We know there are 4 best and 4 worst.
It might not be an oversight to not name them.
Hint. Modelers and those who evaluate models generally don’t identify the best versus the worst.’
I figure if I don’t ask a stupid question at least once a month I’ll ruin my reputation, so here goes: Couldn’t the worst models be considered comparable to a control group in an evaluation of the validity of the conclusions reached through an analysis of what are considered the best models? Similar to the evaluation of, say, a pharmaceutical where a control group is not given the drug in question so as to determine the effectiveness of this drug in those to whom it is administered, wouldn’t the worst models function in a similar manner to the aforementioned pharmaceutical control group?

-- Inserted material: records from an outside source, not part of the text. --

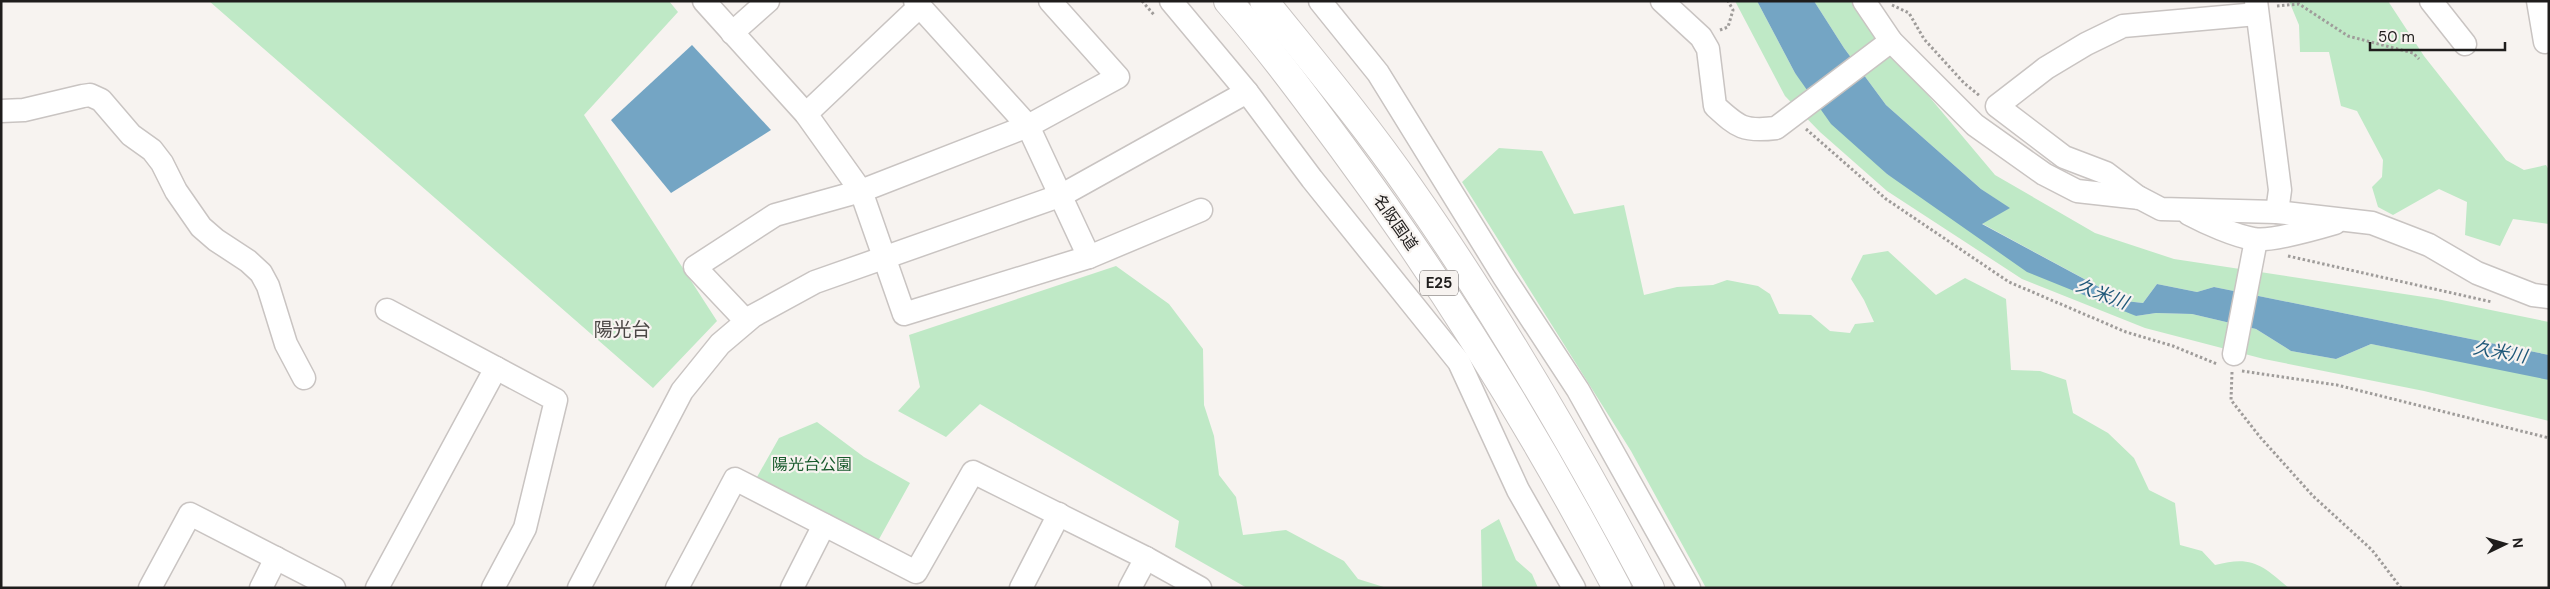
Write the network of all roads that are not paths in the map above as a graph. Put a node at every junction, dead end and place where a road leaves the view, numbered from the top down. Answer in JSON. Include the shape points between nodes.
{"nodes":[{"id":1,"x":704,"y":1,"type":"edge"},
{"id":2,"x":768,"y":1,"type":"edge"},
{"id":3,"x":1050,"y":1,"type":"edge"},
{"id":4,"x":1171,"y":1,"type":"edge"},
{"id":5,"x":1228,"y":1,"type":"edge"},
{"id":6,"x":1264,"y":1,"type":"edge"},
{"id":7,"x":1320,"y":1,"type":"edge"},
{"id":8,"x":1662,"y":1,"type":"edge"},
{"id":9,"x":1864,"y":1,"type":"edge"},
{"id":10,"x":2431,"y":1,"type":"edge"},
{"id":11,"x":2538,"y":1,"type":"edge"},
{"id":12,"x":918,"y":4,"type":"edge"},
{"id":13,"x":2256,"y":8,"type":"edge"},
{"id":14,"x":732,"y":33,"type":"junction"},
{"id":15,"x":1891,"y":41,"type":"junction"},
{"id":16,"x":2545,"y":42,"type":"dead end"},
{"id":17,"x":2465,"y":44,"type":"dead end"},
{"id":18,"x":1247,"y":92,"type":"junction"},
{"id":19,"x":1,"y":111,"type":"edge"},
{"id":20,"x":806,"y":114,"type":"junction"},
{"id":21,"x":1028,"y":126,"type":"junction"},
{"id":22,"x":862,"y":191,"type":"junction"},
{"id":23,"x":1062,"y":196,"type":"junction"},
{"id":24,"x":2140,"y":198,"type":"junction"},
{"id":25,"x":1201,"y":210,"type":"dead end"},
{"id":26,"x":2181,"y":210,"type":"junction"},
{"id":27,"x":2277,"y":212,"type":"junction"},
{"id":28,"x":2345,"y":220,"type":"junction"},
{"id":29,"x":2254,"y":251,"type":"junction"},
{"id":30,"x":1088,"y":257,"type":"junction"},
{"id":31,"x":886,"y":258,"type":"junction"},
{"id":32,"x":2549,"y":297,"type":"edge"},
{"id":33,"x":387,"y":310,"type":"dead end"},
{"id":34,"x":746,"y":322,"type":"junction"},
{"id":35,"x":2233,"y":362,"type":"road end"},
{"id":36,"x":496,"y":368,"type":"junction"},
{"id":37,"x":304,"y":378,"type":"dead end"},
{"id":38,"x":1059,"y":514,"type":"junction"},
{"id":39,"x":824,"y":525,"type":"junction"},
{"id":40,"x":276,"y":558,"type":"junction"},
{"id":41,"x":1146,"y":558,"type":"junction"},
{"id":42,"x":913,"y":580,"type":"edge"},
{"id":43,"x":150,"y":588,"type":"edge"},
{"id":44,"x":261,"y":588,"type":"edge"},
{"id":45,"x":334,"y":588,"type":"edge"},
{"id":46,"x":377,"y":588,"type":"edge"},
{"id":47,"x":493,"y":588,"type":"edge"},
{"id":48,"x":579,"y":588,"type":"edge"},
{"id":49,"x":677,"y":588,"type":"edge"},
{"id":50,"x":792,"y":588,"type":"edge"},
{"id":51,"x":1021,"y":588,"type":"edge"},
{"id":52,"x":1130,"y":588,"type":"edge"},
{"id":53,"x":1200,"y":588,"type":"edge"},
{"id":54,"x":1574,"y":588,"type":"edge"},
{"id":55,"x":1617,"y":588,"type":"edge"},
{"id":56,"x":1650,"y":588,"type":"edge"},
{"id":57,"x":1690,"y":588,"type":"edge"}],
"edges":[{"from":1,"to":14,"type":"street"},
{"from":2,"to":14,"type":"street"},
{"from":3,"to":21,"type":"street","via":[[1118,77]]},
{"from":4,"to":18,"type":"street"},
{"from":5,"to":55,"type":"highway","name":"名阪国道","number":"E25","via":[[1314,109],[1452,302],[1575,509]]},
{"from":6,"to":56,"type":"highway","name":"名阪国道","number":"E25","via":[[1336,89],[1416,196],[1544,396]]},
{"from":7,"to":57,"type":"street","via":[[1378,73],[1578,390]]},
{"from":8,"to":15,"type":"street","via":[[1701,37],[1708,50],[1715,106],[1735,124],[1754,131],[1776,128]]},
{"from":9,"to":15,"type":"street"},
{"from":10,"to":17,"type":"street"},
{"from":11,"to":16,"type":"street"},
{"from":12,"to":20,"type":"street"},
{"from":12,"to":21,"type":"street"},
{"from":13,"to":24,"type":"street","via":[[2123,26],[2046,68],[1997,106],[2064,157],[2106,173]]},
{"from":13,"to":27,"type":"street","via":[[2280,190]]},
{"from":14,"to":20,"type":"street"},
{"from":15,"to":24,"type":"street","via":[[1975,125],[2044,174],[2077,191]]},
{"from":18,"to":23,"type":"street"},
{"from":18,"to":54,"type":"street","via":[[1312,179],[1459,362],[1518,490]]},
{"from":19,"to":37,"type":"street","via":[[24,110],[90,95],[101,100],[131,134],[159,158],[176,191],[201,226],[261,274],[268,286],[286,344]]},
{"from":20,"to":22,"type":"street"},
{"from":21,"to":22,"type":"street"},
{"from":21,"to":23,"type":"street"},
{"from":22,"to":31,"type":"street"},
{"from":22,"to":34,"type":"street","via":[[775,215],[695,267]]},
{"from":23,"to":30,"type":"street"},
{"from":23,"to":31,"type":"street"},
{"from":24,"to":26,"type":"street","via":[[2160,209]]},
{"from":25,"to":30,"type":"street"},
{"from":26,"to":27,"type":"street"},
{"from":26,"to":29,"type":"street"},
{"from":27,"to":28,"type":"street"},
{"from":28,"to":29,"type":"street","via":[[2302,232]]},
{"from":28,"to":32,"type":"street","via":[[2372,223],[2429,245],[2477,273],[2533,295]]},
{"from":29,"to":35,"type":"street"},
{"from":30,"to":31,"type":"street","via":[[904,314]]},
{"from":31,"to":34,"type":"street","via":[[815,282]]},
{"from":33,"to":36,"type":"street"},
{"from":34,"to":48,"type":"street","via":[[720,344],[682,391]]},
{"from":36,"to":46,"type":"street"},
{"from":36,"to":47,"type":"street","via":[[556,400],[525,528]]},
{"from":38,"to":41,"type":"street"},
{"from":38,"to":42,"type":"street","via":[[973,472]]},
{"from":38,"to":51,"type":"street"},
{"from":39,"to":42,"type":"street"},
{"from":39,"to":49,"type":"street","via":[[735,479]]},
{"from":39,"to":50,"type":"street"},
{"from":40,"to":43,"type":"street","via":[[190,514]]},
{"from":40,"to":44,"type":"street"},
{"from":40,"to":45,"type":"street"},
{"from":41,"to":52,"type":"street"},
{"from":41,"to":53,"type":"street"}]}
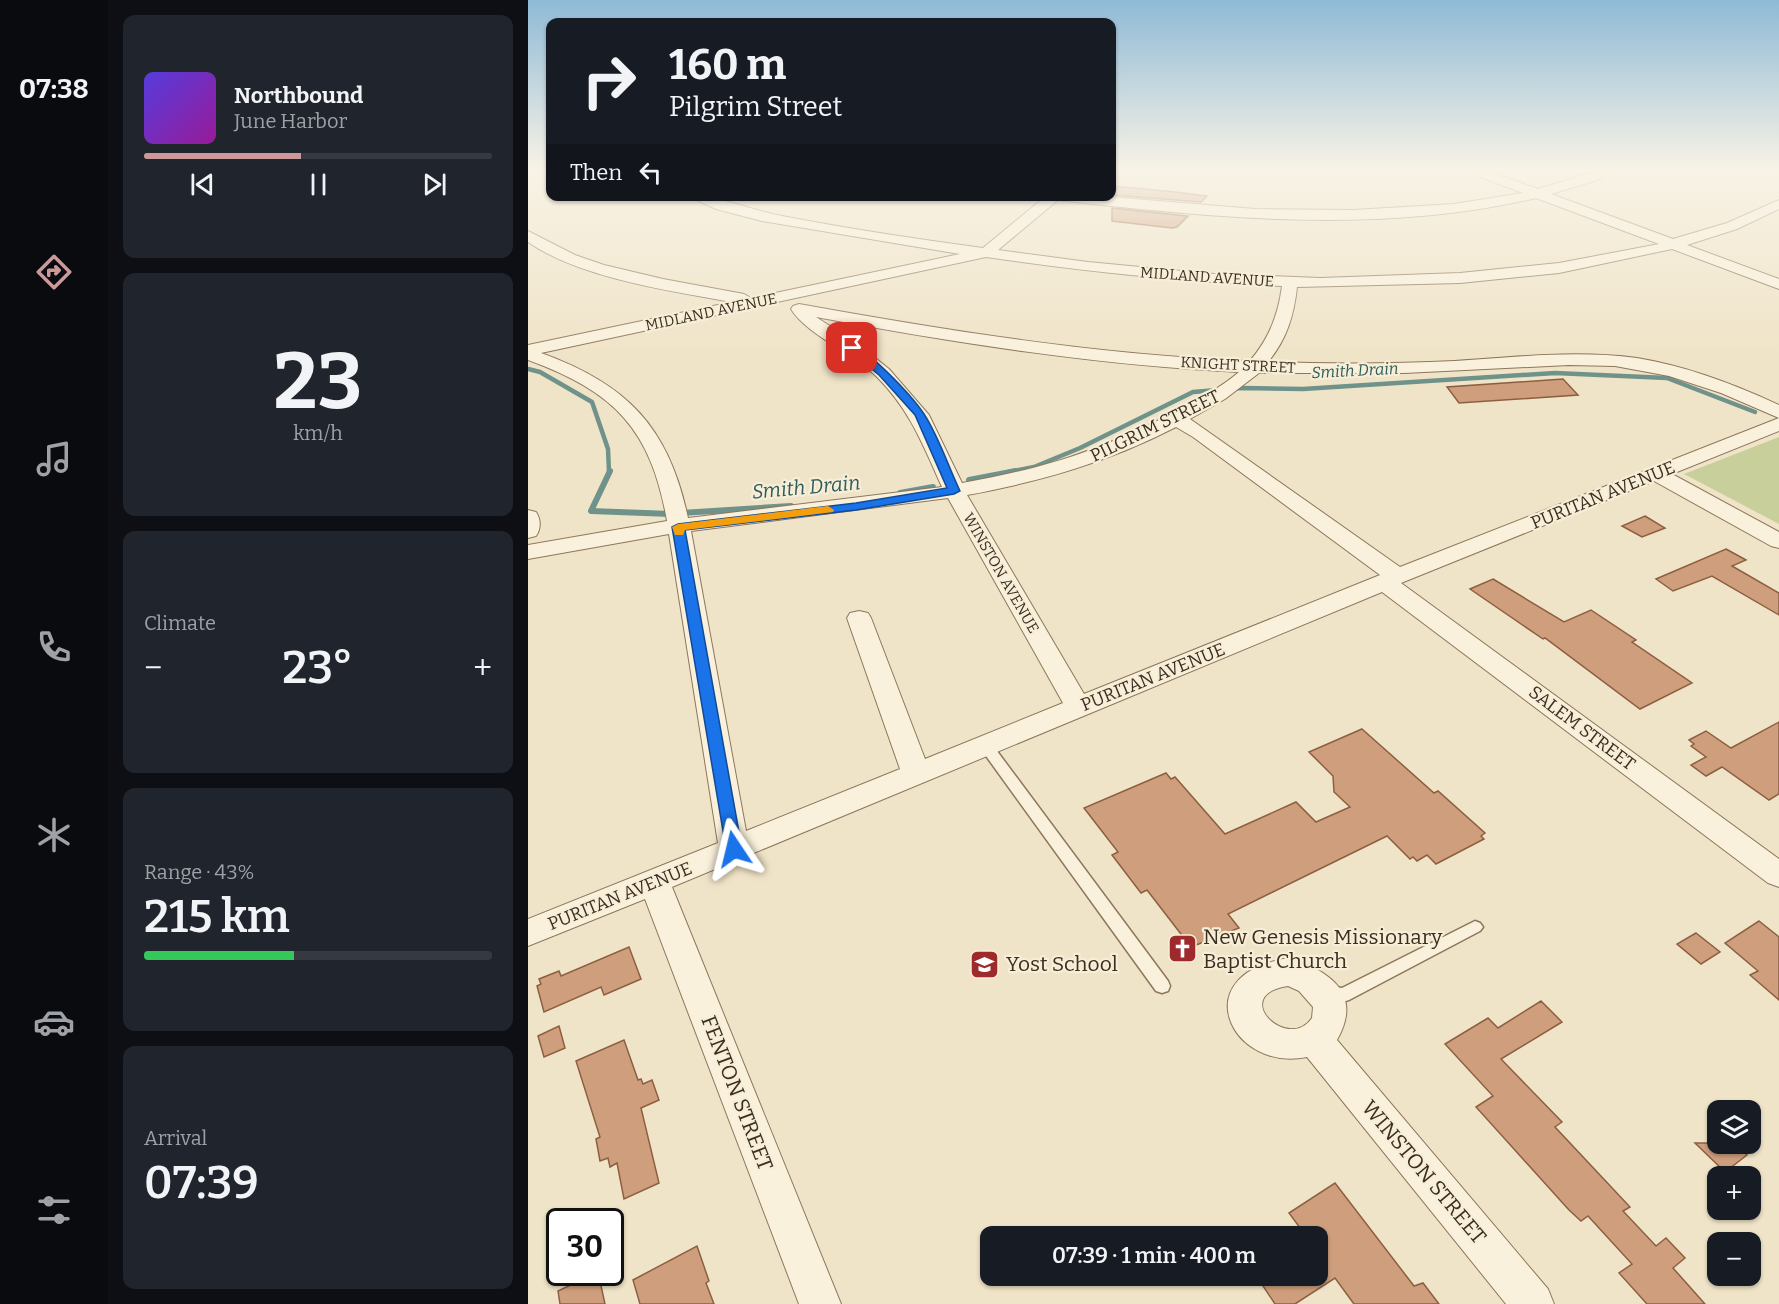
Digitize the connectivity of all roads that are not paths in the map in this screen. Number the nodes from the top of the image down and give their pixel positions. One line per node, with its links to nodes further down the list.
1 (840, 232): 7 (street)
2 (1012, 232): 7 (street)
3 (1639, 232): 6 (street)
4 (1714, 232): 6 (street, MIDLAND AVENUE)
5 (528, 235): 10 (street)
6 (1674, 245): 8 (street, MIDLAND AVENUE); 9 (street)
7 (986, 253): 8 (street, MIDLAND AVENUE); 10 (street, MIDLAND AVENUE)
8 (1290, 282): 13 (street, PILGRIM STREET)
9 (1779, 284)
10 (758, 302): 11 (street); 12 (street, MIDLAND AVENUE)
11 (799, 309): 13 (street, KNIGHT STREET); 18 (street, WINSTON AVENUE)
12 (528, 352): 20 (street)
13 (1254, 367): 14 (street, KNIGHT STREET); 15 (street, PILGRIM STREET)
14 (1779, 412)
15 (1176, 419): 18 (street, PILGRIM STREET); 24 (street, SALEM STREET)
16 (1779, 424): 17 (street, PURITAN AVENUE)
17 (1656, 474): 22 (street); 24 (street, PURITAN AVENUE)
18 (954, 491): 20 (street, PILGRIM STREET); 26 (street, WINSTON AVENUE)
19 (528, 517): 21 (street)
20 (678, 527): 23 (street, PILGRIM STREET); 29 (street)
21 (528, 531)
22 (1779, 541)
23 (528, 552)
24 (1391, 579): 26 (street, PURITAN AVENUE); 30 (street, SALEM STREET)
25 (859, 618): 28 (street)
26 (1079, 708): 27 (street, PURITAN AVENUE)
27 (986, 746): 28 (street, PURITAN AVENUE); 34 (lane)
28 (916, 774): 29 (street, PURITAN AVENUE)
29 (734, 849): 31 (street, PURITAN AVENUE)
30 (1779, 875)
31 (654, 882): 33 (street, PURITAN AVENUE); 37 (street, FENTON STREET)
32 (1475, 927): 35 (lane)
33 (528, 933)
34 (1162, 986)
35 (1326, 993): 36 (street); 36 (street)
36 (1314, 1039): 38 (street, WINSTON STREET)
37 (820, 1304)
38 (1533, 1304)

Would it be a mere omission not to include them? And, should that not be standard practice?
(P.S. Judging from many of the replies you receive from your comments I’ve come to the conclusion, Mr. Steven Mosher, that you must have a thick skin. An admirable quality. I salute you.)

SIGINT EX
July 20, 2014 10:33 am

The anointed hour has come.
Checked the nature web site and preview abstract and reduced figures, reference and all.
So reassuring that Nature is printed on recyclable paper.
The modes of the distributions; interesting.
The “observations” per say I would not call observations given what has gone into them including various adjustments. Engineering (instrument drift and measurement offset) bias is one thing but fudging (CRU and Hansen for instance) to arrive at a preferred result another.
Oh well. The authors payed the publishing fee and Nature accepted with glee.

July 20, 2014 10:53 am

Published, serious science must be replicable. Unless we are told which models were used, and which were good, and which were poor, there can be no replication. So there is no science in the latest Lew paper.